» GIVEN DATA

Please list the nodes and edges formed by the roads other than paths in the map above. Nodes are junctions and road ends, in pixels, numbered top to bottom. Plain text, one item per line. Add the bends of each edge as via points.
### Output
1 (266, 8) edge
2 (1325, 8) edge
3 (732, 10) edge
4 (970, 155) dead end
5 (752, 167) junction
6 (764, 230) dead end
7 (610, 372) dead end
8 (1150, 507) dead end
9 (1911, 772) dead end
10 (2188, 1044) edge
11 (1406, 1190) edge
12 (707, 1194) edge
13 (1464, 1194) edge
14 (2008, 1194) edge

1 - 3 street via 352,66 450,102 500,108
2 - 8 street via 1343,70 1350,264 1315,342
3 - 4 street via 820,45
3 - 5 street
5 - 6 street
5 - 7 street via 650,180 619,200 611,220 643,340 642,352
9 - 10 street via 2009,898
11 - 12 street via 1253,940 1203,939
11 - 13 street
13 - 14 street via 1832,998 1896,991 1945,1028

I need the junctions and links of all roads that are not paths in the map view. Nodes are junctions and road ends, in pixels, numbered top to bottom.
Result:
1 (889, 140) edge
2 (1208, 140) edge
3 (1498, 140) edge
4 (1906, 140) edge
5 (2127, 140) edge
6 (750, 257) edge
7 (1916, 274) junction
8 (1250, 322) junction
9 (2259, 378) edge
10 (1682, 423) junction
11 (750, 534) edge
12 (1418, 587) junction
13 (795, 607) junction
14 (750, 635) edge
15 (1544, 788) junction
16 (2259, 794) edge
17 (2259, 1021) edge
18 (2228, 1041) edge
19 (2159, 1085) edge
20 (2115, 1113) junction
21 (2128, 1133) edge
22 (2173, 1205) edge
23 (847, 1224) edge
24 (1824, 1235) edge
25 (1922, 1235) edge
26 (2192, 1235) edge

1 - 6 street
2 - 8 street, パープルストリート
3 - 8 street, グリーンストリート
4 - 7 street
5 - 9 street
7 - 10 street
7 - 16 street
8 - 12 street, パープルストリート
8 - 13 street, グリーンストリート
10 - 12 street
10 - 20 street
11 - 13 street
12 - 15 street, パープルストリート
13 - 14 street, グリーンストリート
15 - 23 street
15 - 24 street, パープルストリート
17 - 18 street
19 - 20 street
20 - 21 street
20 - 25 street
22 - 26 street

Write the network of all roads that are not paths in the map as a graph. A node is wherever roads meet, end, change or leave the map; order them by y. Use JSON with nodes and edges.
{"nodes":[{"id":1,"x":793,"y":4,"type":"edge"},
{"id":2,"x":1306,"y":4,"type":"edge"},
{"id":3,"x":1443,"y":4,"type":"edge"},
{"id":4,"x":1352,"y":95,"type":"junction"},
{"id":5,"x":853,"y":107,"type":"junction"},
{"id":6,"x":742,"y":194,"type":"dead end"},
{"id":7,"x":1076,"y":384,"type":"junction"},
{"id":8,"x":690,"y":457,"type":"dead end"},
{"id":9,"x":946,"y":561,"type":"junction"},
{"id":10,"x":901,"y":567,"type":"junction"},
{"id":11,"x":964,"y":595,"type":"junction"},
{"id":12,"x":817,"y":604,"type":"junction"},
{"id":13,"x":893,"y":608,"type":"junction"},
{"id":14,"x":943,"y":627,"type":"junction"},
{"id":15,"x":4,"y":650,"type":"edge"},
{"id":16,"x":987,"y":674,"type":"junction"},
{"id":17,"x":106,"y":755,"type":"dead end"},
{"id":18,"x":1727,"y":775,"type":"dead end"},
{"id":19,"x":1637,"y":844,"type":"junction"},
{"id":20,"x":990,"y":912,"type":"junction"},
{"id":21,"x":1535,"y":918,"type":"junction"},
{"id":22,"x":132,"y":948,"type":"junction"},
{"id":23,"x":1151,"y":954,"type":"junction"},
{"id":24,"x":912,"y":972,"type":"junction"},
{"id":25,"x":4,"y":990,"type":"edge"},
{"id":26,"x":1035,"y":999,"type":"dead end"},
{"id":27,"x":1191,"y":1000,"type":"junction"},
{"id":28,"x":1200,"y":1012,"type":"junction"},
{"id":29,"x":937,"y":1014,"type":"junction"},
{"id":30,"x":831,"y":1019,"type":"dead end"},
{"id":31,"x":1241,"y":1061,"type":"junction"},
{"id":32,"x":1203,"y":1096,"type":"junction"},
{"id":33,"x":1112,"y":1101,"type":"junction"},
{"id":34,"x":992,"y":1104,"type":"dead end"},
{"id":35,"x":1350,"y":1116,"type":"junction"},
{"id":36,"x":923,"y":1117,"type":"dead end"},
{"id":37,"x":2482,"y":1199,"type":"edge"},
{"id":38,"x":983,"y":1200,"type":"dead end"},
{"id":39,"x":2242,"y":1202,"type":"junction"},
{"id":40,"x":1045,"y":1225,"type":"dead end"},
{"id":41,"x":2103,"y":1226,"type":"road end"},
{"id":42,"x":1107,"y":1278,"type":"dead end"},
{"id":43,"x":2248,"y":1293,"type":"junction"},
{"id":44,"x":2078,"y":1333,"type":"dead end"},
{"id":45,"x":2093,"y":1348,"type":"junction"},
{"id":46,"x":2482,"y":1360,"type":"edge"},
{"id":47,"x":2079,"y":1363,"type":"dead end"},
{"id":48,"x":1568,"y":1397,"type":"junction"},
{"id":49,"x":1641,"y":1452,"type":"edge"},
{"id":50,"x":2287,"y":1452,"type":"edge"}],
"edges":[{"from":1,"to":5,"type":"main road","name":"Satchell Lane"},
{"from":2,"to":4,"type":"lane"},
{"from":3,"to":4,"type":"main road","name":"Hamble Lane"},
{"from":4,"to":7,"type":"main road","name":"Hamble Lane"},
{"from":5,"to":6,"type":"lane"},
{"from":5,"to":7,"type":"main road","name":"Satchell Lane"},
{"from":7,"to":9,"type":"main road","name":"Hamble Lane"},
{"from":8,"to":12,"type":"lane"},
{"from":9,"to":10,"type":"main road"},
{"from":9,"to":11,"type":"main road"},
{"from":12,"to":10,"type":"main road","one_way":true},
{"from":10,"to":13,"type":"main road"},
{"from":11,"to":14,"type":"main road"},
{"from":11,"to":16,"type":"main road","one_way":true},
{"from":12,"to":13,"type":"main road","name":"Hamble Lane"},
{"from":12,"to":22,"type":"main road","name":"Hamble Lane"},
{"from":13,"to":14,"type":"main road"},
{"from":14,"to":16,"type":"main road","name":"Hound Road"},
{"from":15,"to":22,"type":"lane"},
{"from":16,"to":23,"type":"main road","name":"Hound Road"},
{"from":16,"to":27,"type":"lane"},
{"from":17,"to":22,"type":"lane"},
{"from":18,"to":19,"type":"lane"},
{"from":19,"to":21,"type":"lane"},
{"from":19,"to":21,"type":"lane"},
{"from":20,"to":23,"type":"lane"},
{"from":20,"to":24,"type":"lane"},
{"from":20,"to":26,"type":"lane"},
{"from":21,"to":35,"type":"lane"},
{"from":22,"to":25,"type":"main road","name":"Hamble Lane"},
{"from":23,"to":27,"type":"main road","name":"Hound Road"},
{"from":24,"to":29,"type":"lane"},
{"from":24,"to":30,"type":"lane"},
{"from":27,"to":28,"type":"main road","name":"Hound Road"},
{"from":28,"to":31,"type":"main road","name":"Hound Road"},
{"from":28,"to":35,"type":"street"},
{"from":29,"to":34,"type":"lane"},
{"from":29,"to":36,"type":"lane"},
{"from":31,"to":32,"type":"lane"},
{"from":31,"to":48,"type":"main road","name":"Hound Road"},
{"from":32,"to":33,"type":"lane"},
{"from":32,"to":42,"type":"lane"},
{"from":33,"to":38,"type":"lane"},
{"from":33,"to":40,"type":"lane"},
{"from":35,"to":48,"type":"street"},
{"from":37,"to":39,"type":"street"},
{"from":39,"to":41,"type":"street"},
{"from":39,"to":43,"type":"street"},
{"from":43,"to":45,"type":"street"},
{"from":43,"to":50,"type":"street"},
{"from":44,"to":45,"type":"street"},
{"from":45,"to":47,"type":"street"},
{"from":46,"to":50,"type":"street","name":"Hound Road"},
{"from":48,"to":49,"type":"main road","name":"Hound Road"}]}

» WHAT YOU HAVE TO DO
Take from the listing above each line that contains the string "true".

» EXERCISE OUTPUT
{"from":12,"to":10,"type":"main road","one_way":true},
{"from":11,"to":16,"type":"main road","one_way":true},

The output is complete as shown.